Modern CPUs ship with 8, 16, or even 128 cores. Yet a single-threaded program uses exactly one of them. For computationally intensive work — image processing, data analytics, game physics — this is an enormous waste. Companies like Dream11, Razorpay, and Ola run backend services that must handle thousands of concurrent operations. C++11 standardised a portable threading library (no more platform-specific pthreads or Windows threads), giving you std::thread, std::mutex, std::atomic, std::condition_variable, and std::future out of the box.

This chapter walks through all of these tools and ends with a classic interview problem: a producer-consumer queue that is safe under concurrent access.


std::thread — Launching a Thread

Include <thread> to use std::thread. You construct a thread object by passing it a callable (function, lambda, functor) and its arguments:

#include <iostream>
#include <thread>

void greet(const std::string& name) {
    std::cout << "Hello from " << name << "!\n";
}

int main() {
    std::thread t(greet, "Arjun");
    t.join(); // wait for t to finish
    std::cout << "Main thread done.\n";
}

The thread starts running immediately after construction.
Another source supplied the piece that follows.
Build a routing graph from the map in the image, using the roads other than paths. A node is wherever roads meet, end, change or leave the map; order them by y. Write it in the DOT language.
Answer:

The call to join() blocks the calling thread until t completes.

Joining vs Detaching

MethodBehaviour
t.join()Calling thread blocks until t finishes. Safe and recommended for most use cases.
t.detach()Thread runs independently ("fire and forget"). The runtime cleans it up when it finishes. Dangerous if the thread accesses local variables of the spawning function.
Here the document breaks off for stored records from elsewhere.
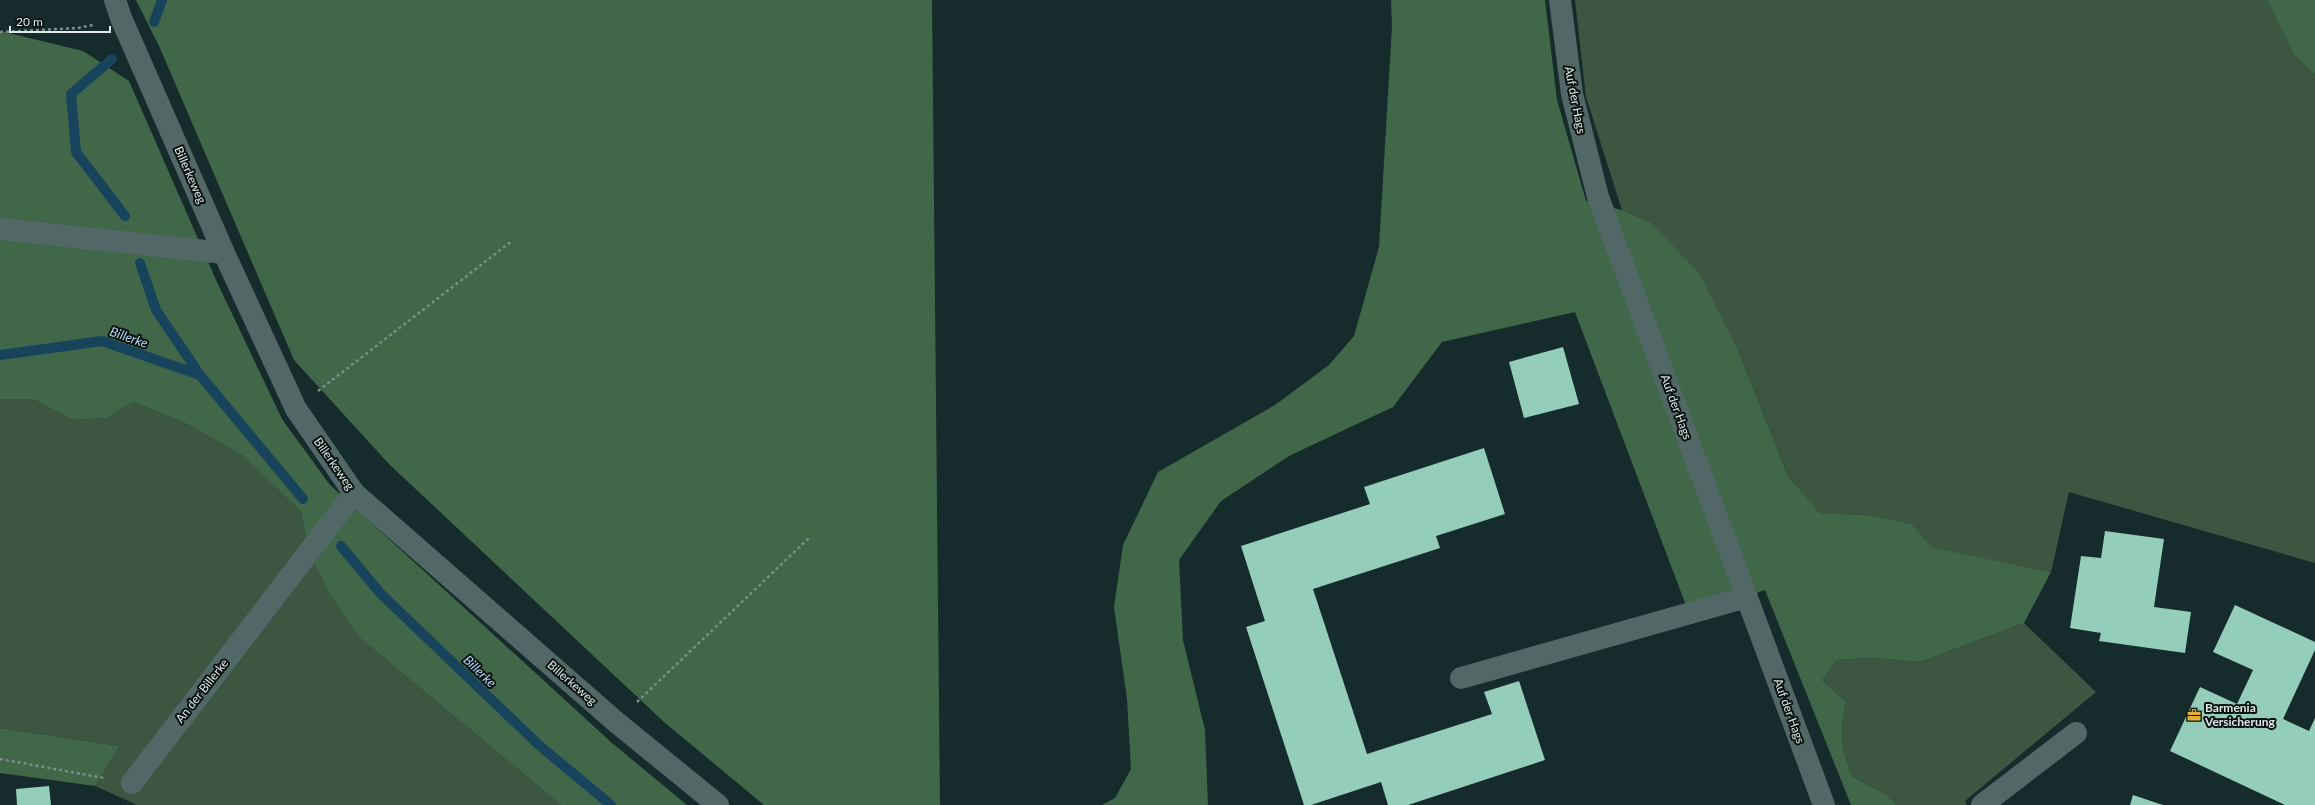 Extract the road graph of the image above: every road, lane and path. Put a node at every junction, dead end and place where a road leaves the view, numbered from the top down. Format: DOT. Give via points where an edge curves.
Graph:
graph roads {
  1 [pos="1560,0"];
  2 [pos="118,9"];
  3 [pos="0,32"];
  4 [pos="0,229"];
  5 [pos="512,240"];
  6 [pos="224,253"];
  7 [pos="296,409"];
  8 [pos="354,493"];
  9 [pos="810,537"];
  10 [pos="1747,597"];
  11 [pos="1461,678"];
  12 [pos="616,722"];
  13 [pos="2076,732"];
  14 [pos="0,759"];
  15 [pos="132,783"];
  16 [pos="718,805"];
  17 [pos="1824,805"];
  18 [pos="1982,805"];
  1 -- 10 [label="street, Auf der Hags" via="1572,94 1598,197"];
  2 -- 3 [label="path" via="78,28"];
  2 -- 6 [label="street, Billerkeweg"];
  4 -- 6 [label="street"];
  5 -- 7 [label="path"];
  6 -- 7 [label="street, Billerkeweg"];
  7 -- 8 [label="street, Billerkeweg"];
  8 -- 12 [label="street, Billerkeweg"];
  8 -- 15 [label="street, An der Billerke"];
  9 -- 12 [label="path"];
  10 -- 11 [label="street"];
  10 -- 17 [label="street, Auf der Hags"];
  12 -- 16 [label="street, Billerkeweg"];
  13 -- 18 [label="street"];
  14 -- 15 [label="path"];
}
Rule: Before a std::thread object is destroyed, you must call either join() or detach(). If you do neither, the destructor calls std::terminate().

#include <iostream>
#include <thread>

int main() {
    std::thread t([]() {
        std::cout << "Background task running\n";
    });

    // Must join or detach before t goes out of scope
    t.join();
}

Passing Arguments to Threads

Arguments are copied into the thread by default. Use std::ref to pass by reference, or a lambda to capture variables:

#include <iostream>
#include <thread>
#include <functional>

void increment(int& val) {
    val += 10;
}

int main() {
    int counter = 0;
    std::thread t(increment, std::ref(counter));
    t.join();
    std::cout << "Counter: " << counter << "\n"; // 10
}

A lambda capture is often cleaner:

int counter = 0;
std::thread t([&counter]() { counter += 10; });
t.join();

Race Conditions

When two threads read and write the same variable concurrently without synchronisation, you have a race condition — the result depends on the order in which the threads happen to be scheduled, which is non-deterministic.

#include <iostream>
#include <thread>

int total = 0; // shared variable — DANGER

void addMillion() {
    for (int i = 0; i < 1000000; ++i)
        total++; // not atomic: read-modify-write is three steps
}

int main() {
    std::thread t1(addMillion);
    std::thread t2(addMillion);
    t1.join();
    t2.join();
    std::cout << total << "\n"; // Should be 2000000, but is not
}

The ++ operator compiles to three instructions: load, add, store. Two threads can interleave these steps, losing increments. The final value is unpredictable.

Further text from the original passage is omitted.